Posted by Steve Rowe <sa...@gmail.com>.
Hi Dima,
Did you see my response to your earlier email? I think it's what you're looking for:
http://markmail.org/message/jdcjxauj4odyuv7e
Steve
On Dec 25, 2012, at 1:17 PM, dokondr <do...@gmail.com> wrote:
> Hello,
> Please, help. I am lost in TokenStream / Token / Analyzer API.
> I am trying to figure out how to get _token_itself_ or token text while
> looking at "Invoking the Analyzer" example (see example below and also at:
> http://lucene.apache.org/core/4_0_0/core/org/apache/lucene/analysis/package-summary.html?is-external=true#package_description
> )
>
> Method "ts.reflectAsString(true))" returns lots of useful info:
> org.apache.lucene.analysis.tokenattributes.CharTermAttribute#term=some,org.apache.lucene.analysis.tokenattributes.TermToBytesRefAttribute#bytes=[73
> 6f 6d
> 65],org.apache.lucene.analysis.tokenattributes.OffsetAttribute#startOffset=0,org.apache.lucene.analysis.tokenattributes.OffsetAttribute#endOffset=4,org.apache.lucene.analysis.tokenattributes.PositionIncrementAttribute#positionIncrement=1,org.apache.lucene.analysis.tokenattributes.TypeAttribute#type=<ALPHANUM>,org.apache.lucene.analysis.tokenattributes.KeywordAttribute#keyword=false
>
> Yet, how to get token itself? In this case "some" ?
>
> Thanks!
>
> ------ Example in the documentation --------
>
> Version matchVersion = Version.LUCENE_XY; // Substitute desired Lucene
> version for XY
> Analyzer analyzer = new StandardAnalyzer(matchVersion); // or any other
> analyzer
> TokenStream ts = analyzer.tokenStream("myfield", new StringReader("some
> text goes here"));
> OffsetAttribute offsetAtt = addAttribute(OffsetAttribute.class);
>
> try {
> ts.reset(); // Resets this stream to the beginning. (Required)
> while (ts.incrementToken()) {
> // Use AttributeSource.reflectAsString(boolean)

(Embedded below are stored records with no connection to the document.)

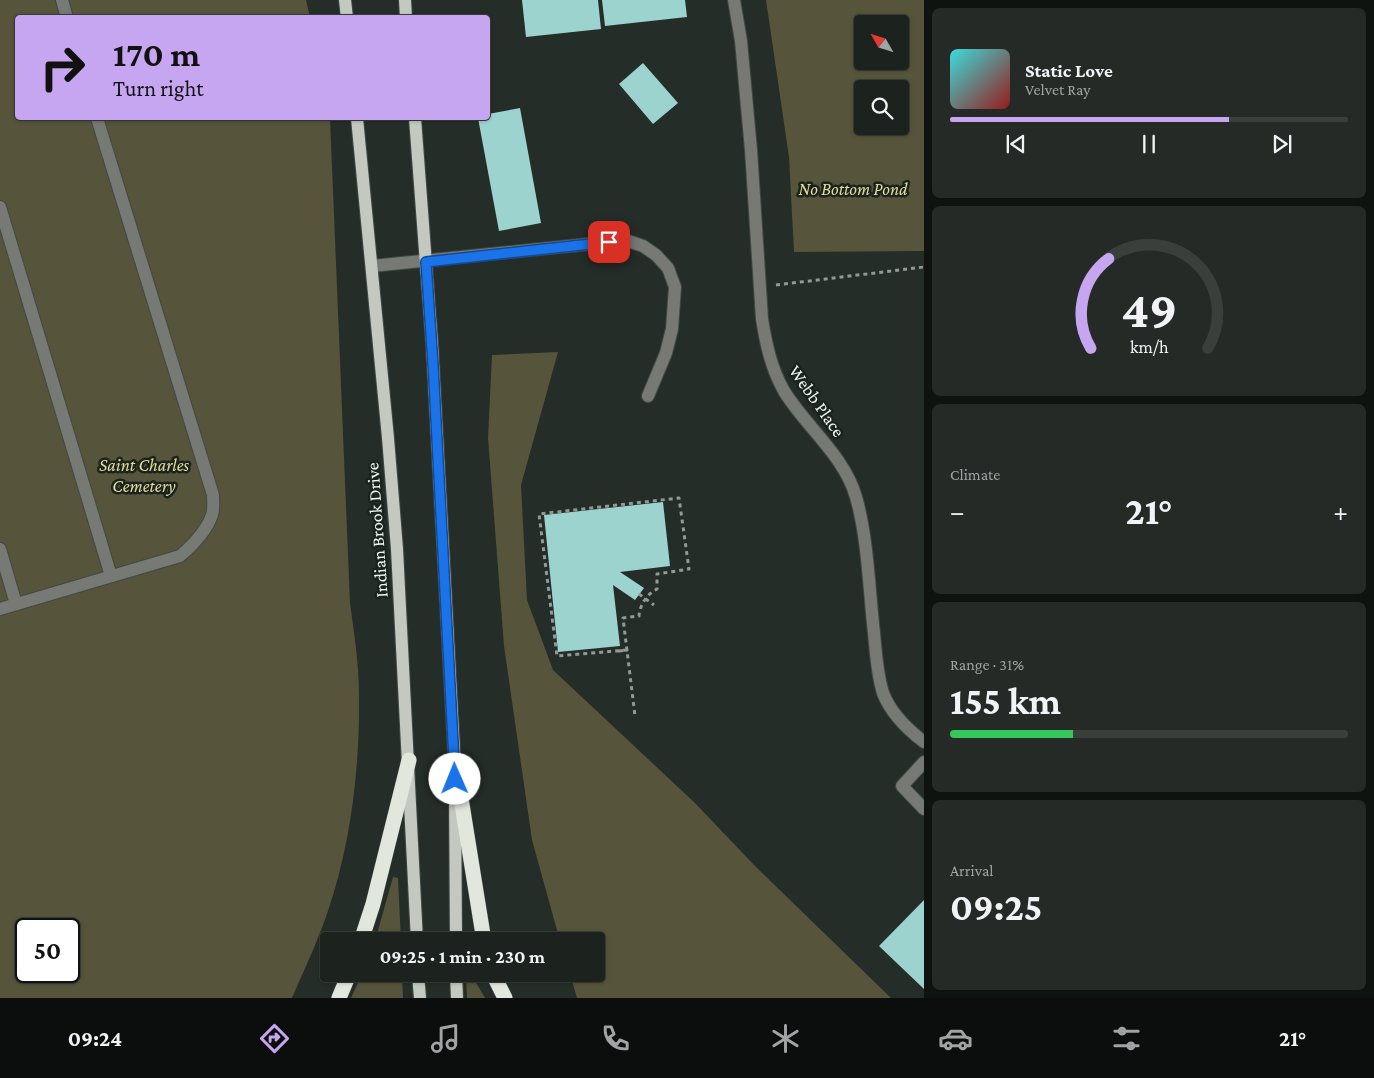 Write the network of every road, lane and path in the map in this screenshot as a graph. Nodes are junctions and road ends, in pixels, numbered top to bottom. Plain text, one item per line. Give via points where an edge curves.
1 (62, 0) edge
2 (345, 0) edge
3 (405, 0) edge
4 (734, 0) edge
5 (66, 15) edge
6 (347, 15) edge
7 (406, 15) edge
8 (98, 120) edge
9 (357, 120) edge
10 (415, 120) edge
11 (0, 207) edge
12 (426, 262) junction
13 (372, 266) junction
14 (924, 267) edge
15 (760, 286) junction
16 (648, 396) dead end
17 (0, 549) edge
18 (111, 576) junction
19 (639, 594) dead end
20 (646, 598) junction
21 (16, 604) junction
22 (654, 605) dead end
23 (0, 609) edge
24 (627, 650) junction
25 (619, 651) dead end
26 (635, 716) dead end
27 (924, 742) edge
28 (409, 760) junction
29 (455, 761) junction
30 (924, 762) edge
31 (924, 809) edge
32 (364, 932) edge
33 (417, 932) edge
34 (456, 932) edge
35 (483, 932) edge
36 (346, 982) edge
37 (419, 982) edge
38 (456, 982) edge
39 (497, 982) edge
40 (339, 998) edge
41 (420, 998) edge
42 (457, 998) edge
43 (505, 998) edge

1 - 5 street
2 - 6 main road
3 - 7 main road
4 - 15 street, Webb Place via 751,150
8 - 18 street via 213,495 212,514 204,530 180,556
9 - 13 main road, Indian Brook Drive
10 - 12 main road
11 - 18 street
12 - 13 street
12 - 16 street via 609,242 628,241 642,246 668,268 675,287 672,329
12 - 29 main road
13 - 28 main road, Indian Brook Drive via 397,549
14 - 15 path
15 - 27 street, Webb Place via 762,318 773,369 784,391 838,460 856,496 883,693 893,712
17 - 21 street
18 - 21 street
19 - 20 path
20 - 22 path
20 - 24 path via 639,616 623,618
20 - 24 path via 657,590 657,574 689,569 679,498 539,514 557,656
21 - 23 street
24 - 25 path
24 - 26 path
28 - 32 highway
28 - 33 main road, Indian Brook Drive
29 - 34 main road
29 - 35 highway
30 - 31 street via 902,786
36 - 40 highway
37 - 41 main road
38 - 42 main road
39 - 43 highway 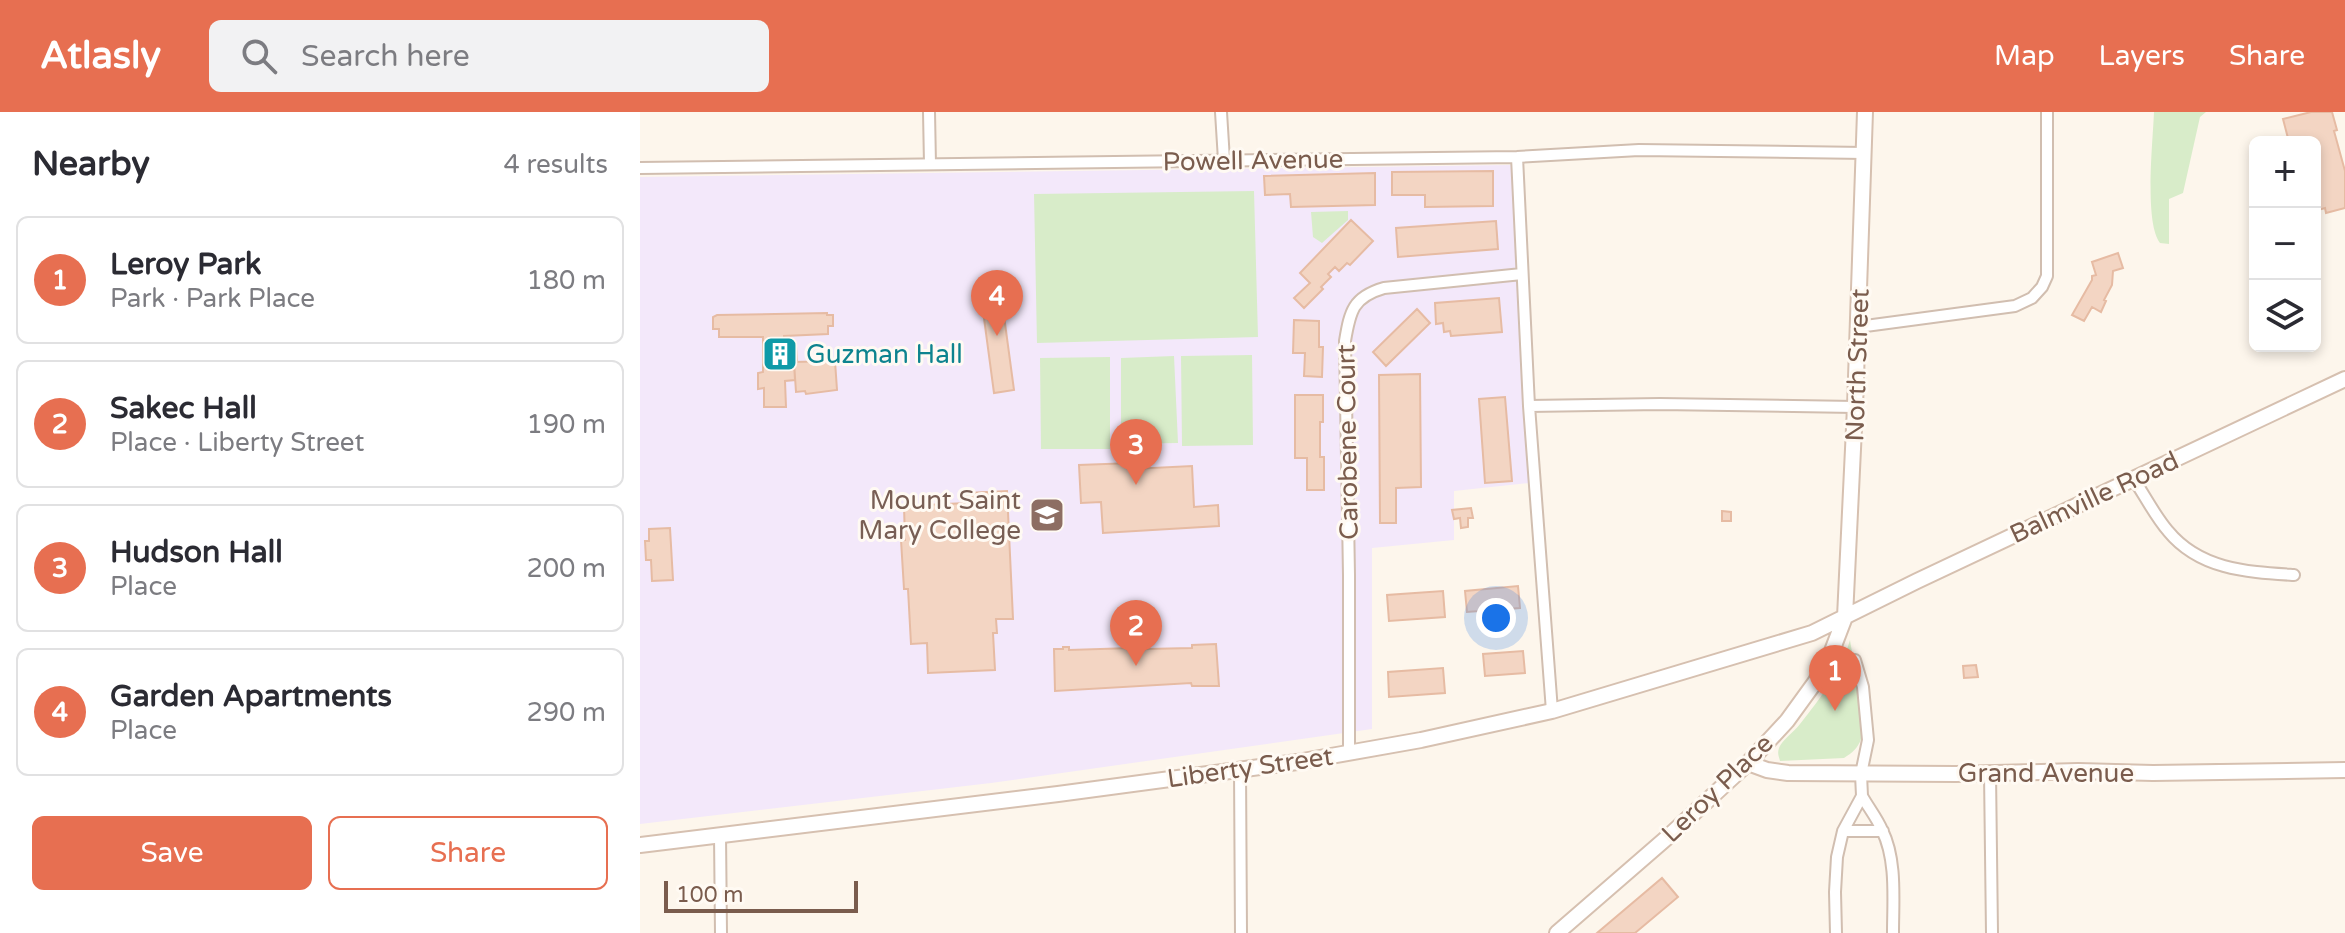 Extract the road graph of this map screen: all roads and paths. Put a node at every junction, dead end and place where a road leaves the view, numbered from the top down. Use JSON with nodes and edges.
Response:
{"nodes":[{"id":1,"x":929,"y":112,"type":"edge"},
{"id":2,"x":1221,"y":112,"type":"edge"},
{"id":3,"x":1865,"y":112,"type":"edge"},
{"id":4,"x":2047,"y":112,"type":"edge"},
{"id":5,"x":1865,"y":153,"type":"junction"},
{"id":6,"x":1517,"y":157,"type":"junction"},
{"id":7,"x":1224,"y":160,"type":"junction"},
{"id":8,"x":930,"y":164,"type":"junction"},
{"id":9,"x":640,"y":168,"type":"edge"},
{"id":10,"x":1522,"y":274,"type":"junction"},
{"id":11,"x":1858,"y":327,"type":"junction"},
{"id":12,"x":2345,"y":379,"type":"edge"},
{"id":13,"x":1529,"y":406,"type":"junction"},
{"id":14,"x":1855,"y":407,"type":"junction"},
{"id":15,"x":2133,"y":478,"type":"junction"},
{"id":16,"x":2294,"y":575,"type":"dead end"},
{"id":17,"x":1845,"y":617,"type":"junction"},
{"id":18,"x":1855,"y":660,"type":"dead end"},
{"id":19,"x":1552,"y":711,"type":"junction"},
{"id":20,"x":1349,"y":753,"type":"junction"},
{"id":21,"x":1748,"y":763,"type":"junction"},
{"id":22,"x":1240,"y":769,"type":"junction"},
{"id":23,"x":2345,"y":770,"type":"edge"},
{"id":24,"x":1990,"y":773,"type":"junction"},
{"id":25,"x":1861,"y":774,"type":"junction"},
{"id":26,"x":1862,"y":796,"type":"junction"},
{"id":27,"x":1843,"y":831,"type":"junction"},
{"id":28,"x":1883,"y":831,"type":"junction"},
{"id":29,"x":720,"y":835,"type":"junction"},
{"id":30,"x":640,"y":845,"type":"edge"},
{"id":31,"x":721,"y":933,"type":"edge"},
{"id":32,"x":1241,"y":933,"type":"edge"},
{"id":33,"x":1557,"y":933,"type":"edge"},
{"id":34,"x":1836,"y":933,"type":"edge"},
{"id":35,"x":1893,"y":933,"type":"edge"},
{"id":36,"x":1992,"y":933,"type":"edge"}],
"edges":[{"from":1,"to":8,"type":"street"},
{"from":2,"to":7,"type":"street"},
{"from":3,"to":5,"type":"street","name":"North Street"},
{"from":4,"to":11,"type":"street"},
{"from":5,"to":6,"type":"street","name":"Powell Avenue"},
{"from":5,"to":11,"type":"street","name":"North Street"},
{"from":6,"to":7,"type":"street","name":"Powell Avenue"},
{"from":6,"to":10,"type":"street"},
{"from":7,"to":8,"type":"street","name":"Powell Avenue"},
{"from":8,"to":9,"type":"street","name":"Powell Avenue"},
{"from":10,"to":13,"type":"street"},
{"from":10,"to":20,"type":"street","name":"Carobene Court"},
{"from":11,"to":14,"type":"street","name":"North Street"},
{"from":12,"to":15,"type":"street","name":"Balmville Road"},
{"from":13,"to":14,"type":"street"},
{"from":13,"to":19,"type":"street"},
{"from":14,"to":17,"type":"street","name":"North Street"},
{"from":15,"to":16,"type":"street"},
{"from":15,"to":17,"type":"street","name":"Balmville Road"},
{"from":17,"to":19,"type":"street","name":"Liberty Street"},
{"from":17,"to":21,"type":"street","name":"Leroy Place"},
{"from":18,"to":25,"type":"street"},
{"from":19,"to":20,"type":"street","name":"Liberty Street"},
{"from":20,"to":22,"type":"street","name":"Liberty Street"},
{"from":21,"to":25,"type":"street","name":"Grand Avenue"},
{"from":21,"to":33,"type":"street","name":"Leroy Place"},
{"from":22,"to":29,"type":"street","name":"Liberty Street"},
{"from":22,"to":32,"type":"street"},
{"from":23,"to":24,"type":"street","name":"Grand Avenue"},
{"from":24,"to":25,"type":"street","name":"Grand Avenue"},
{"from":24,"to":36,"type":"street"},
{"from":25,"to":26,"type":"street"},
{"from":26,"to":27,"type":"street"},
{"from":26,"to":28,"type":"street"},
{"from":27,"to":28,"type":"street"},
{"from":27,"to":34,"type":"street"},
{"from":28,"to":35,"type":"street"},
{"from":29,"to":30,"type":"street","name":"Liberty Street"},
{"from":29,"to":31,"type":"street"}]} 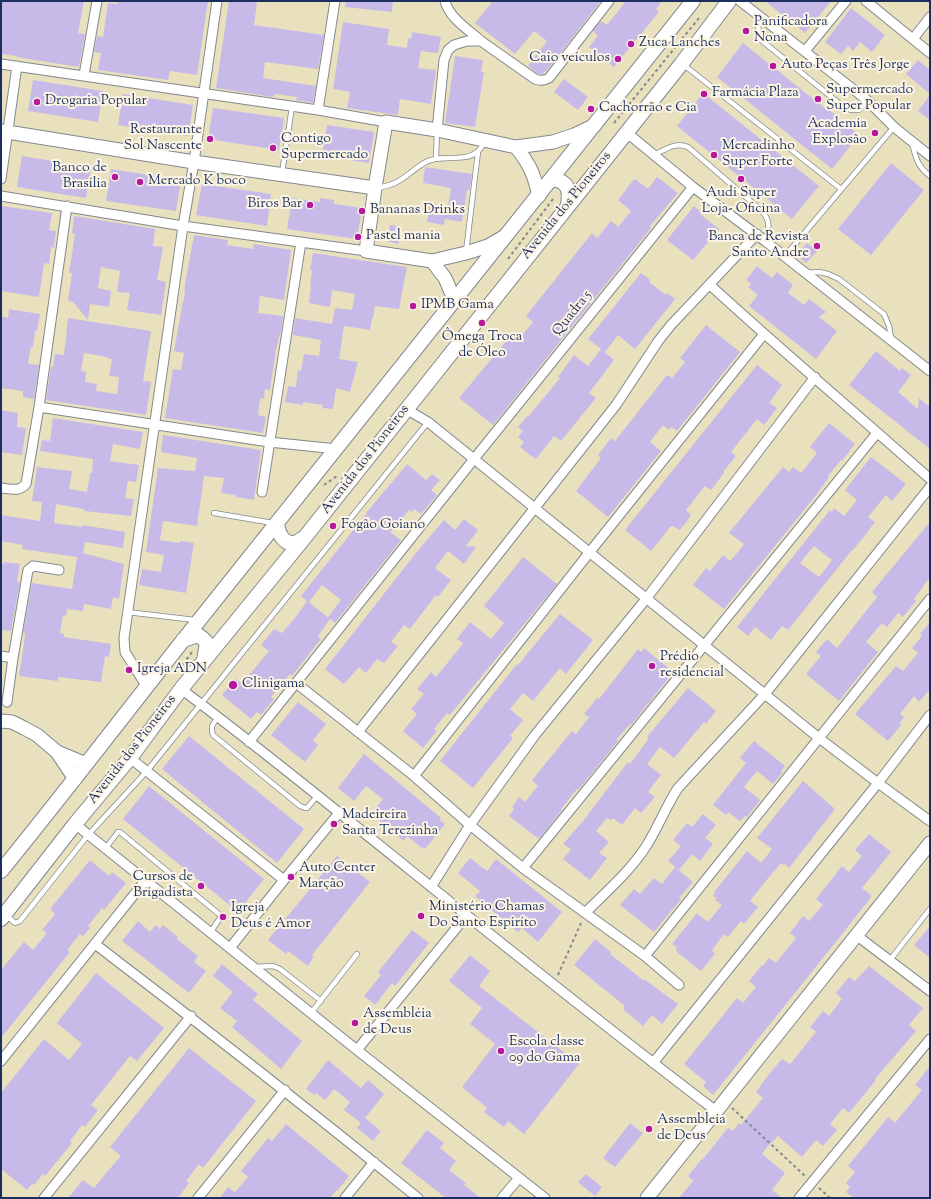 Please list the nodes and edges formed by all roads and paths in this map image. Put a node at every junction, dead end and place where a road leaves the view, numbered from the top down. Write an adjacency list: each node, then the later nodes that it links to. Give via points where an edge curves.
1 (97, 1): 21 (street)
2 (217, 1): 22 (street)
3 (335, 1): 25 (street)
4 (445, 1): 15 (street, via 455,18)
5 (609, 1): 15 (street, via 545,80 535,79)
6 (692, 1): 28 (main road, Avenida dos Pioneiros)
7 (729, 1): 18 (main road, Avenida dos Pioneiros)
8 (740, 1): 13 (street)
9 (846, 1): 16 (street)
10 (866, 1): 14 (street)
11 (703, 13): 27 (path)
12 (930, 17): 14 (street)
13 (760, 18): 16 (street); 23 (lane, via 758,34 761,40 845,108 859,110)
14 (913, 40): 17 (street)
15 (481, 41): 30 (street, via 467,41 448,50 444,60)
16 (804, 51): 23 (street)
17 (930, 53)
18 (682, 63): 32 (main road, Avenida dos Pioneiros); 47 (lane)
19 (1, 64): 20 (street)
20 (17, 66): 21 (street); 31 (street)
21 (84, 76): 22 (street)
22 (203, 94): 24 (street); 40 (street)
23 (867, 100): 29 (street)
24 (292, 107): 25 (street); 41 (lane)
25 (318, 110): 26 (street)
26 (386, 122): 30 (street); 46 (street)
27 (614, 123)
28 (595, 125): 35 (street, via 574,136 553,142); 44 (main road, Avenida dos Pioneiros)
29 (894, 127): 34 (street); 47 (lane)
30 (437, 130): 33 (street); 39 (lane)
31 (5, 131): 40 (street); 43 (street)
32 (626, 132): 37 (street); 50 (main road, Avenida dos Pioneiros)
33 (486, 141): 35 (street); 36 (lane)
34 (912, 141): 38 (street); 42 (lane, via 917,162)
35 (516, 147): 49 (street, via 532,170)
36 (478, 152): 39 (lane, via 464,157); 58 (lane)
37 (654, 155): 45 (street); 55 (lane, via 675,145 688,147 768,218 769,226)
38 (930, 156)
39 (436, 159): 46 (lane, via 424,163 396,183)
40 (194, 162): 41 (street); 52 (street)
41 (282, 174): 46 (street)
42 (930, 176)
43 (1, 179)
44 (558, 181): 49 (main road, Avenida dos Pioneiros); 50 (main road, via 569,193); 60 (path)
45 (693, 187): 54 (street); 76 (street, Quadra 5)
46 (375, 188): 57 (street)
47 (841, 190): 59 (lane)
48 (1, 196): 51 (street)
49 (539, 196): 53 (main road, Avenida dos Pioneiros)
50 (568, 205): 70 (main road, Avenida dos Pioneiros)
51 (68, 206): 52 (street); 69 (street)
52 (183, 226): 56 (street); 72 (street)
53 (508, 234): 58 (street, via 488,246); 64 (main road, Avenida dos Pioneiros)
54 (757, 234): 55 (street); 63 (street)
55 (765, 240): 59 (street)
56 (301, 242): 57 (street); 74 (street)
57 (366, 251): 61 (street)
58 (466, 253): 61 (street)
59 (785, 256): 62 (street)
60 (508, 260)
61 (432, 261): 64 (street, via 445,278)
62 (806, 273): 66 (street); 66 (lane, via 819,272 839,279 884,314)
63 (710, 285): 65 (street); 83 (street, via 659,340 616,405)
64 (454, 300): 75 (main road, Avenida dos Pioneiros)
65 (764, 334): 68 (street); 87 (street)
66 (891, 340): 67 (street)
67 (930, 371)
68 (815, 377): 73 (street); 89 (street)
69 (39, 407): 72 (street); 81 (street, via 26,484 18,490)
70 (406, 409): 71 (street); 86 (main road, Avenida dos Pioneiros)
71 (428, 422): 76 (street); 104 (lane)
72 (154, 425): 74 (street); 91 (street)
73 (877, 433): 77 (street); 95 (street)
74 (269, 442): 75 (street); 82 (street)
75 (337, 450): 85 (main road, Avenida dos Pioneiros)
76 (474, 459): 83 (street); 99 (street, Quadra 5)
77 (928, 474)
78 (338, 475): 79 (path)
79 (323, 486)
80 (930, 487): 102 (street)
81 (1, 488)
82 (262, 492)
83 (534, 508): 87 (street); 108 (street)
84 (214, 513): 85 (lane)
85 (277, 524): 86 (main road, via 280,535 287,542 294,543); 92 (main road, Avenida dos Pioneiros)
86 (305, 537): 98 (main road, Avenida dos Pioneiros)
87 (589, 553): 89 (street); 115 (street)
88 (58, 570): 97 (street, via 33,566 28,570)
89 (646, 599): 95 (street); 122 (street, via 535,735)
90 (930, 599): 109 (street)
91 (127, 612): 92 (lane); 101 (street, via 125,652)
92 (199, 621): 94 (main road, Avenida dos Pioneiros)
93 (202, 638): 94 (main road, via 198,635); 98 (main road, via 207,643); 100 (path)
94 (183, 640): 101 (main road, Avenida dos Pioneiros)
95 (704, 645): 102 (street); 126 (street)
96 (1, 656): 97 (street)
97 (13, 658): 103 (street)
98 (204, 660): 100 (main road, Avenida dos Pioneiros)
99 (296, 683): 108 (street); 110 (street, Quadra 5)
100 (176, 684): 104 (street); 112 (main road, Avenida dos Pioneiros)
101 (146, 687): 113 (main road, Avenida dos Pioneiros)
102 (765, 694): 109 (street); 132 (street, via 678,788 645,848)
103 (7, 702)
104 (201, 704): 106 (street); 114 (lane)
105 (930, 715): 117 (street)
106 (219, 717): 110 (street); 118 (lane, via 212,723 213,734 300,806 307,808)
107 (1, 721): 111 (street, via 12,722 24,728)
108 (358, 732): 115 (street)
109 (819, 738): 117 (street); 140 (street)
110 (249, 742): 118 (street)
111 (57, 752): 113 (street); 116 (street)
112 (130, 758): 114 (street); 121 (main road, Avenida dos Pioneiros)
113 (86, 764): 116 (main road, Avenida dos Pioneiros)
114 (147, 771): 123 (lane); 128 (street)
115 (414, 776): 122 (street)
116 (75, 779): 127 (main road, Avenida dos Pioneiros)
117 (878, 783): 120 (street); 152 (street)
118 (318, 795): 119 (street)
119 (339, 813): 128 (street); 130 (street)
120 (930, 821)
121 (75, 824): 123 (street); 134 (main road, Avenida dos Pioneiros)
122 (470, 825): 126 (street); 130 (street)
123 (88, 835): 125 (street); 134 (lane, via 20,921 15,923)
124 (930, 843): 136 (street)
125 (105, 849): 129 (street); 135 (lane, via 120,832 220,916)
126 (523, 868): 132 (street)
127 (1, 872)
128 (284, 880): 138 (street)
129 (145, 881): 135 (street); 137 (street)
130 (431, 887): 133 (street)
131 (930, 909): 141 (lane)
132 (586, 912): 140 (street); 143 (path)
133 (467, 915): 143 (street); 150 (street)
134 (3, 916)
135 (210, 933): 138 (street)
136 (856, 935): 141 (street); 154 (street)
137 (95, 944): 148 (street); 151 (street)
138 (230, 948): 142 (street)
139 (357, 954): 146 (lane)
140 (645, 956): 144 (street)
141 (890, 960): 145 (street)
142 (253, 967): 146 (lane, via 273,966 280,969); 147 (street)
143 (554, 984): 152 (street)
144 (679, 985)
145 (930, 991)
146 (321, 1001): 147 (lane)
147 (311, 1013): 150 (street)
148 (191, 1016): 153 (street); 158 (street)
149 (930, 1039): 157 (street)
150 (357, 1050): 156 (street)
151 (1, 1061)
152 (653, 1063): 154 (street)
153 (285, 1090): 155 (street); 159 (street)
154 (720, 1106): 157 (path); 164 (street)
155 (374, 1162): 160 (street); 161 (street)
156 (519, 1178): 162 (street); 163 (street)
157 (812, 1183): 165 (street); 166 (path)
158 (44, 1198)
159 (198, 1198)
160 (345, 1198)
161 (418, 1198)
162 (502, 1198)
163 (545, 1198)
164 (647, 1198)
165 (799, 1198)
166 (830, 1198)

> // for token stream debugging.
> System.out.println("token: " + ts.reflectAsString(true));
>
> System.out.println("token start offset: " +
> offsetAtt.startOffset());
> System.out.println(" token end offset: " + offsetAtt.endOffset());
> }
> ts.end(); // Perform end-of-stream operations, e.g. set the final
> offset.
> } finally {
> ts.close(); // Release resources associated with this stream.
> }
---------------------------------------------------------------------
To unsubscribe, e-mail: java-user-unsubscribe@lucene.apache.org
For additional commands, e-mail: java-user-help@lucene.apache.org
Re: TokenStream: How to get token text?
Posted by dokondr <do...@gmail.com>.
Hi Steve,
Thanks for you help (just found your e-mail in list archive), your solution
works!
Below is complete working example... However, before finding your answer, I
hacked a straw-man solution, which is bad way to solve the problem:
// Hack out token - bad way!
String tmp = ts.reflectAsString(false);
String sameToken = (tmp.split(",")[0]).split("=")[1];
System.out.println("*** Same token : " + sameToken);
It is not a right way, I repeat and I give here just for fun.
---- Complete working example ----
Version matchVersion = Version.LUCENE_40; // Substitute desired Lucene
version for XY
Analyzer analyzer = new RussianAnalyzer(matchVersion); // or any other
analyzer
TokenStream ts = analyzer.tokenStream("myfield", new StringReader("some
text goes here"));
OffsetAttribute offsetAtt = ts.addAttribute(OffsetAttribute.class);
// To get token strings we need this:
CharTermAttribute termAtt = ts.addAttribute(CharTermAttribute.class);
try {
ts.reset(); // Resets this stream to the beginning. (Required)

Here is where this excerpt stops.